I never should have answered that call. I should have checked the caller ID first and made sure I never took hiscall ever again. But I hadn’t. Some part of me wanted that connection, just in case.
Just in case…what?
I still wasn’t sure, but now I knew I couldn’t handle it. Being thrown into my past like that fucked with my head too much. Seeing her, watching her choke down those pills while sitting on her mother’s grave had been fucking torture.
But this time Holly had been there. My past had collided with my present and that was something I couldn’t allow. Ever. What I had built here was too special. Everything about who I was now relied on the old me staying dead and buried.
I pushed off the floor and rinsed out the sink, then splashed water on my face. When I looked in the mirror, the face that stared back at me was a haunted one I hadn’t seen in years.
“You won’t come back,” I hissed. “I won’t fucking let you.”
I snatched a towel off the wall and stormed out of the bathroom, wiping the water from my face. I was too worked up to go back to sleep, but the way it was outside, I knew running wasn’t an option. I strode into the kitchen, searching for a glass of something hard to take off the edge, but all I found was beer.
That’s right, because the new Asher didn’t touch the hard stuff. He stayed away from anything that might allow him to get too intoxicated—anything that might let him drown in his sorrows and remember what it was like to fall into that black hole and think about never coming out.
I made a fist with both hands, then released them. Over and over, I paced the kitchen, doing my best to work past the need to drink the past away. Every time I closed my eyes, I saw her. I saw the pills. I saw the flowers.
I saw those haunted eyes.
I remembered her arms around me as we laid in bed together.

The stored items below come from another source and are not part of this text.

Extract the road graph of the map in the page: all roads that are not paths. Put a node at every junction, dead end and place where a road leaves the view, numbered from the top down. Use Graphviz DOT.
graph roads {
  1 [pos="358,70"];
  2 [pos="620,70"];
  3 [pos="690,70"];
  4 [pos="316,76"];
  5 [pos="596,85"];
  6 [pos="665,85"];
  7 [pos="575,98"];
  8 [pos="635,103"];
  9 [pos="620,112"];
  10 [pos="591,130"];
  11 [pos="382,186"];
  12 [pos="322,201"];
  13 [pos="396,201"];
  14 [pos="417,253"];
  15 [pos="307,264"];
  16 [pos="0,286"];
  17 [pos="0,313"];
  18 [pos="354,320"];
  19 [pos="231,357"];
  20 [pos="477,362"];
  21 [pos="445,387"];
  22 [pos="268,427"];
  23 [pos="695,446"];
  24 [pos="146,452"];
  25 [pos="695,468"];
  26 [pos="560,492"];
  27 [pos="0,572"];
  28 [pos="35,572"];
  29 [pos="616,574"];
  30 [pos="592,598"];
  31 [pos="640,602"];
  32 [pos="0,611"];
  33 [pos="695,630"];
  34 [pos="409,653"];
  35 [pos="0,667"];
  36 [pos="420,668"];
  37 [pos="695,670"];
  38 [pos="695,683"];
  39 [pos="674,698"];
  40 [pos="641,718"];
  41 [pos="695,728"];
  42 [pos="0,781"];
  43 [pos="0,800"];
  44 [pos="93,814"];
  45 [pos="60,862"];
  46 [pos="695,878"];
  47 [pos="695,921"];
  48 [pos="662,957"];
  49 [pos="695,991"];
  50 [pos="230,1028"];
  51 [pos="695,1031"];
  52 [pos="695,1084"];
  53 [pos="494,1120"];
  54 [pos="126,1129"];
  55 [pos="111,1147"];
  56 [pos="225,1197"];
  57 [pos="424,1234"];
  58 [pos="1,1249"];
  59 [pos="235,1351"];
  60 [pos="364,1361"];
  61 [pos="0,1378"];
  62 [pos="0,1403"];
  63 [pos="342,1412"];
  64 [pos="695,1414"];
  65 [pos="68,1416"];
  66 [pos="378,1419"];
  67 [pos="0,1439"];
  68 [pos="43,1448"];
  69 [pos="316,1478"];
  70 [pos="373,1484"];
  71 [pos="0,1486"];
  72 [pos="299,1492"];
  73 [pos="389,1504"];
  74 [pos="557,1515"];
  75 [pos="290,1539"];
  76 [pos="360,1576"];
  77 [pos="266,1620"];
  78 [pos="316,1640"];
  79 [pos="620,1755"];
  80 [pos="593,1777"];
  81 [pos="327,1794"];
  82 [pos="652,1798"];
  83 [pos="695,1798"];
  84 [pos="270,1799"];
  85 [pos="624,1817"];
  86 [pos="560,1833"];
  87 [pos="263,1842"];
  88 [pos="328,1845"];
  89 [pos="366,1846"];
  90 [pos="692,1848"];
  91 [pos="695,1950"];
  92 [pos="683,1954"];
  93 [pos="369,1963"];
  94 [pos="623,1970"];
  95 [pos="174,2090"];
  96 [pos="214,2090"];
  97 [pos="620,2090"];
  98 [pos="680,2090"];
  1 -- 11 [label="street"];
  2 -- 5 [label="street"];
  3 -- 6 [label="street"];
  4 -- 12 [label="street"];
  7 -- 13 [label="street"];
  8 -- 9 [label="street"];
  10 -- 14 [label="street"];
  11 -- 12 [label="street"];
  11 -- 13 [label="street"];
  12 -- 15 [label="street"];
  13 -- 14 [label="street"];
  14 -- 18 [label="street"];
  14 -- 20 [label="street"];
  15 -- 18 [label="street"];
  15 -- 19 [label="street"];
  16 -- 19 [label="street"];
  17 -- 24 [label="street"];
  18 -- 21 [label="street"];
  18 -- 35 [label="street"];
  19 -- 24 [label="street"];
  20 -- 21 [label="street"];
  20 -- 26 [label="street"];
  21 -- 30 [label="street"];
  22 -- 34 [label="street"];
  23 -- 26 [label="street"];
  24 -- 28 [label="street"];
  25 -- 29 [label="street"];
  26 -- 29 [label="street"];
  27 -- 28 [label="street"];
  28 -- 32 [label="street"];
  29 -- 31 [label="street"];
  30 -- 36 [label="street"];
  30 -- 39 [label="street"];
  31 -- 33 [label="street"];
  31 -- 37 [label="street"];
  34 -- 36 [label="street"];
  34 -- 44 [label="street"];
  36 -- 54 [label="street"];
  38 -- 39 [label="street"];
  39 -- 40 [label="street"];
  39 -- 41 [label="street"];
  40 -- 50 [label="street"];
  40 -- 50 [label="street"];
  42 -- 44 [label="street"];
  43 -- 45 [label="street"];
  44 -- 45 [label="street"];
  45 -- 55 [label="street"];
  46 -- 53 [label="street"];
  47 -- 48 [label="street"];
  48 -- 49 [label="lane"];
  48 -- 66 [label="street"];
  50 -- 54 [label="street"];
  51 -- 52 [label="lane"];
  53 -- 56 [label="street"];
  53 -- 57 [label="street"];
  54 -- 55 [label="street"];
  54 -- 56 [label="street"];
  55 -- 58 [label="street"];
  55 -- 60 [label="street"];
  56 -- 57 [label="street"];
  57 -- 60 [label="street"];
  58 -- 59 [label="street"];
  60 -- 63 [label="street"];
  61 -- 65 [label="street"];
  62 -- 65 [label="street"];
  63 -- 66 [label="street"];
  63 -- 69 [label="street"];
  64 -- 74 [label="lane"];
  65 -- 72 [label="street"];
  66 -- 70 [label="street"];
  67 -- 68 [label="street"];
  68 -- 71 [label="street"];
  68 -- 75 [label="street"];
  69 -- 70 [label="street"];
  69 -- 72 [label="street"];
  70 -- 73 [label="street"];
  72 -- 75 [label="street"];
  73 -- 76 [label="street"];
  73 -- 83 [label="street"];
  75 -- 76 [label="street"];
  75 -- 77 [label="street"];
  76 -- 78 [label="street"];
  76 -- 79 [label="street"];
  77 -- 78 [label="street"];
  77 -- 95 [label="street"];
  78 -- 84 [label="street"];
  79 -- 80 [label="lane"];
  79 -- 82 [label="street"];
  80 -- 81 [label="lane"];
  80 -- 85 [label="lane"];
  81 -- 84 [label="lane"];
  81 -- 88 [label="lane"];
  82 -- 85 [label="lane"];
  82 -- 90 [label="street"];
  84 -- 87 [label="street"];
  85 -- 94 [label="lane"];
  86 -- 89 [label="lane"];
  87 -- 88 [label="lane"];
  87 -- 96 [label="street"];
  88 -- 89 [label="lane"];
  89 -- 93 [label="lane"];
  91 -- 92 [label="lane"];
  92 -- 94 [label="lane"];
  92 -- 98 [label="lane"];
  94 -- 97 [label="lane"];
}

The horror of her telling me how she had been chained to a wall and nearly raped. It was like a bad movie playing on repeat in my head. Jade was a tragedy waiting to happen and I would have given my whole world to save her. But I wasn’t enough. I was never fucking enough.
So why was I pretending it would be any fucking different now? What made this life so different? Why did I think I would ever be good enough or strong enough for anyone now?
That was the question that tormented me the rest of the night and well into the morning.
10
HOLLY
I embracedmy Christmas self as I sang my favorite holiday songs and danced around my house as I got ready for work the next morning. My hair wasn’t styled the best and my makeup lacked a little something, but nothing bothered me today. I was in the best mood ever.
I slid down the hall in my favorite snowman socks, belting out song after song as I packed a lunch, knowing I most likely wouldn’t be able to drive anywhere for food today. Not that it mattered. I didn’t need to spend money anyway.
My phone rang and I turned down the music, grinning when I saw my mom’s name on the screen. “This is the Lane residence.”
If I didn’t answer that way for my mother, she always said I was using bad manners.